* [EXERCISE AIM] Restate the entries below word for word, leaving nothing out.

Dataset entries
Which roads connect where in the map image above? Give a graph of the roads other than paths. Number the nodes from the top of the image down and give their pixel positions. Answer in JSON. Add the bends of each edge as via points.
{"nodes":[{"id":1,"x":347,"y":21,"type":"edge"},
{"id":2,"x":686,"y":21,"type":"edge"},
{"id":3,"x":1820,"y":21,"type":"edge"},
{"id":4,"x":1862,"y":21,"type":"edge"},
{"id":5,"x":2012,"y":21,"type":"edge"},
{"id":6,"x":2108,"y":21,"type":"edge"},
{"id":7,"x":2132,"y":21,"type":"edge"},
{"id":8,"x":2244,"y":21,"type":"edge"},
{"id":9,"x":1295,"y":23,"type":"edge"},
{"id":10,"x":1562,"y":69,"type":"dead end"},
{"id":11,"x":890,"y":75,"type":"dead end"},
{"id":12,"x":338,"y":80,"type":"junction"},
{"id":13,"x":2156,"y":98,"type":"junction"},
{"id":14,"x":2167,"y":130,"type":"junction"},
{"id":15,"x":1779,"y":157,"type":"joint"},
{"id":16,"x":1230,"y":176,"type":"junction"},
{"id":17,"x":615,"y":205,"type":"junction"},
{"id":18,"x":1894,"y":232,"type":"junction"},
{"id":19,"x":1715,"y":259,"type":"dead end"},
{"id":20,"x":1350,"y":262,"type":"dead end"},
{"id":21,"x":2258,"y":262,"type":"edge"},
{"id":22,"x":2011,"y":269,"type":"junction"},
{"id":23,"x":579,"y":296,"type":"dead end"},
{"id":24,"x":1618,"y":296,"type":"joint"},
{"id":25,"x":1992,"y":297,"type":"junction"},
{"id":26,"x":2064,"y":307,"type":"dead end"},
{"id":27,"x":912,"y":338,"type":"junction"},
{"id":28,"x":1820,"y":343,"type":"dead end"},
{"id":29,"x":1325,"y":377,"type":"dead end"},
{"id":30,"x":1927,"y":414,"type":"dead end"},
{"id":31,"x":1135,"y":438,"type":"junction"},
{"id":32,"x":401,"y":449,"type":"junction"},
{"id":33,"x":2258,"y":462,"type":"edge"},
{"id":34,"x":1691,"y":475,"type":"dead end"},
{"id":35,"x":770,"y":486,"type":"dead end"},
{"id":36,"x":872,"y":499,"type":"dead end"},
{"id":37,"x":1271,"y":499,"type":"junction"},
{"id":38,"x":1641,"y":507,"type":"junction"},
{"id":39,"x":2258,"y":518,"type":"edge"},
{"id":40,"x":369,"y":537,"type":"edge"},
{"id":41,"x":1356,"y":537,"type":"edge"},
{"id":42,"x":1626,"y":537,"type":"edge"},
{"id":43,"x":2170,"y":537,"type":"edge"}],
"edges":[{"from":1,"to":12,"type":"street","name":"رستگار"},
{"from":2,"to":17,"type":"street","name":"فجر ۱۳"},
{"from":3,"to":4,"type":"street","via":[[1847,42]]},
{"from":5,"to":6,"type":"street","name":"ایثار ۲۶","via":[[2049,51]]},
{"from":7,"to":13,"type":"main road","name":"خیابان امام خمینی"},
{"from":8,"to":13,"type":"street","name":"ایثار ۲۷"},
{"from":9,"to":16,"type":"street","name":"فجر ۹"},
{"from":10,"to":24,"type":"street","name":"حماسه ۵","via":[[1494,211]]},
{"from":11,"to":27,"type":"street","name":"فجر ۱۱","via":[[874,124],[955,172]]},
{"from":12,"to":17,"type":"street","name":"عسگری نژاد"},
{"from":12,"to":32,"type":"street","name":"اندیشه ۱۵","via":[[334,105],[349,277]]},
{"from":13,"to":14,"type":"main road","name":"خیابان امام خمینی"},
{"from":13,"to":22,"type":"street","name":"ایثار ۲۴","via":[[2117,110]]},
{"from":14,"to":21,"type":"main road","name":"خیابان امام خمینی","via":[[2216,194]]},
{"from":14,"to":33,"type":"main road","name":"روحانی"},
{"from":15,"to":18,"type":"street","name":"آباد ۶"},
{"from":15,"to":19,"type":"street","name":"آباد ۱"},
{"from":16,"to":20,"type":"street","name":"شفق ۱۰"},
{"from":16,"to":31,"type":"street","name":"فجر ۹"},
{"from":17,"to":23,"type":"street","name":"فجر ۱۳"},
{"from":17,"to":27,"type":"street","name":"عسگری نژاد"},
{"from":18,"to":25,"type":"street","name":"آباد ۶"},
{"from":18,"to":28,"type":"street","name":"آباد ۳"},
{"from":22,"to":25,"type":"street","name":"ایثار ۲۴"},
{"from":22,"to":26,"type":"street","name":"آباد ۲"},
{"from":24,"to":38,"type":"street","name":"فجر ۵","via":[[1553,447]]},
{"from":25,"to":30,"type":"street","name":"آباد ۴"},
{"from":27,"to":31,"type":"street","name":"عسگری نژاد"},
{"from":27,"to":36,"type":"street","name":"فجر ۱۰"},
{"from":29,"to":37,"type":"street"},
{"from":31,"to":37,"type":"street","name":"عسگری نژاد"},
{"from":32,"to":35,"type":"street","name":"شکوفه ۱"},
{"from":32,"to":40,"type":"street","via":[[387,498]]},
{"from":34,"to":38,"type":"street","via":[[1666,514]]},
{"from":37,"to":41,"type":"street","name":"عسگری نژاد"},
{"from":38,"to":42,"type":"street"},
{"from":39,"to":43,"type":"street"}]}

* [ANSWER BOX]
Which roads connect where in the map image above? Give a graph of the roads other than paths. Number the nodes from the top of the image down and give their pixel positions. Answer in JSON. Add the bends of each edge as via points.
{"nodes":[{"id":1,"x":347,"y":21,"type":"edge"},
{"id":2,"x":686,"y":21,"type":"edge"},
{"id":3,"x":1820,"y":21,"type":"edge"},
{"id":4,"x":1862,"y":21,"type":"edge"},
{"id":5,"x":2012,"y":21,"type":"edge"},
{"id":6,"x":2108,"y":21,"type":"edge"},
{"id":7,"x":2132,"y":21,"type":"edge"},
{"id":8,"x":2244,"y":21,"type":"edge"},
{"id":9,"x":1295,"y":23,"type":"edge"},
{"id":10,"x":1562,"y":69,"type":"dead end"},
{"id":11,"x":890,"y":75,"type":"dead end"},
{"id":12,"x":338,"y":80,"type":"junction"},
{"id":13,"x":2156,"y":98,"type":"junction"},
{"id":14,"x":2167,"y":130,"type":"junction"},
{"id":15,"x":1779,"y":157,"type":"joint"},
{"id":16,"x":1230,"y":176,"type":"junction"},
{"id":17,"x":615,"y":205,"type":"junction"},
{"id":18,"x":1894,"y":232,"type":"junction"},
{"id":19,"x":1715,"y":259,"type":"dead end"},
{"id":20,"x":1350,"y":262,"type":"dead end"},
{"id":21,"x":2258,"y":262,"type":"edge"},
{"id":22,"x":2011,"y":269,"type":"junction"},
{"id":23,"x":579,"y":296,"type":"dead end"},
{"id":24,"x":1618,"y":296,"type":"joint"},
{"id":25,"x":1992,"y":297,"type":"junction"},
{"id":26,"x":2064,"y":307,"type":"dead end"},
{"id":27,"x":912,"y":338,"type":"junction"},
{"id":28,"x":1820,"y":343,"type":"dead end"},
{"id":29,"x":1325,"y":377,"type":"dead end"},
{"id":30,"x":1927,"y":414,"type":"dead end"},
{"id":31,"x":1135,"y":438,"type":"junction"},
{"id":32,"x":401,"y":449,"type":"junction"},
{"id":33,"x":2258,"y":462,"type":"edge"},
{"id":34,"x":1691,"y":475,"type":"dead end"},
{"id":35,"x":770,"y":486,"type":"dead end"},
{"id":36,"x":872,"y":499,"type":"dead end"},
{"id":37,"x":1271,"y":499,"type":"junction"},
{"id":38,"x":1641,"y":507,"type":"junction"},
{"id":39,"x":2258,"y":518,"type":"edge"},
{"id":40,"x":369,"y":537,"type":"edge"},
{"id":41,"x":1356,"y":537,"type":"edge"},
{"id":42,"x":1626,"y":537,"type":"edge"},
{"id":43,"x":2170,"y":537,"type":"edge"}],
"edges":[{"from":1,"to":12,"type":"street","name":"رستگار"},
{"from":2,"to":17,"type":"street","name":"فجر ۱۳"},
{"from":3,"to":4,"type":"street","via":[[1847,42]]},
{"from":5,"to":6,"type":"street","name":"ایثار ۲۶","via":[[2049,51]]},
{"from":7,"to":13,"type":"main road","name":"خیابان امام خمینی"},
{"from":8,"to":13,"type":"street","name":"ایثار ۲۷"},
{"from":9,"to":16,"type":"street","name":"فجر ۹"},
{"from":10,"to":24,"type":"street","name":"حماسه ۵","via":[[1494,211]]},
{"from":11,"to":27,"type":"street","name":"فجر ۱۱","via":[[874,124],[955,172]]},
{"from":12,"to":17,"type":"street","name":"عسگری نژاد"},
{"from":12,"to":32,"type":"street","name":"اندیشه ۱۵","via":[[334,105],[349,277]]},
{"from":13,"to":14,"type":"main road","name":"خیابان امام خمینی"},
{"from":13,"to":22,"type":"street","name":"ایثار ۲۴","via":[[2117,110]]},
{"from":14,"to":21,"type":"main road","name":"خیابان امام خمینی","via":[[2216,194]]},
{"from":14,"to":33,"type":"main road","name":"روحانی"},
{"from":15,"to":18,"type":"street","name":"آباد ۶"},
{"from":15,"to":19,"type":"street","name":"آباد ۱"},
{"from":16,"to":20,"type":"street","name":"شفق ۱۰"},
{"from":16,"to":31,"type":"street","name":"فجر ۹"},
{"from":17,"to":23,"type":"street","name":"فجر ۱۳"},
{"from":17,"to":27,"type":"street","name":"عسگری نژاد"},
{"from":18,"to":25,"type":"street","name":"آباد ۶"},
{"from":18,"to":28,"type":"street","name":"آباد ۳"},
{"from":22,"to":25,"type":"street","name":"ایثار ۲۴"},
{"from":22,"to":26,"type":"street","name":"آباد ۲"},
{"from":24,"to":38,"type":"street","name":"فجر ۵","via":[[1553,447]]},
{"from":25,"to":30,"type":"street","name":"آباد ۴"},
{"from":27,"to":31,"type":"street","name":"عسگری نژاد"},
{"from":27,"to":36,"type":"street","name":"فجر ۱۰"},
{"from":29,"to":37,"type":"street"},
{"from":31,"to":37,"type":"street","name":"عسگری نژاد"},
{"from":32,"to":35,"type":"street","name":"شکوفه ۱"},
{"from":32,"to":40,"type":"street","via":[[387,498]]},
{"from":34,"to":38,"type":"street","via":[[1666,514]]},
{"from":37,"to":41,"type":"street","name":"عسگری نژاد"},
{"from":38,"to":42,"type":"street"},
{"from":39,"to":43,"type":"street"}]}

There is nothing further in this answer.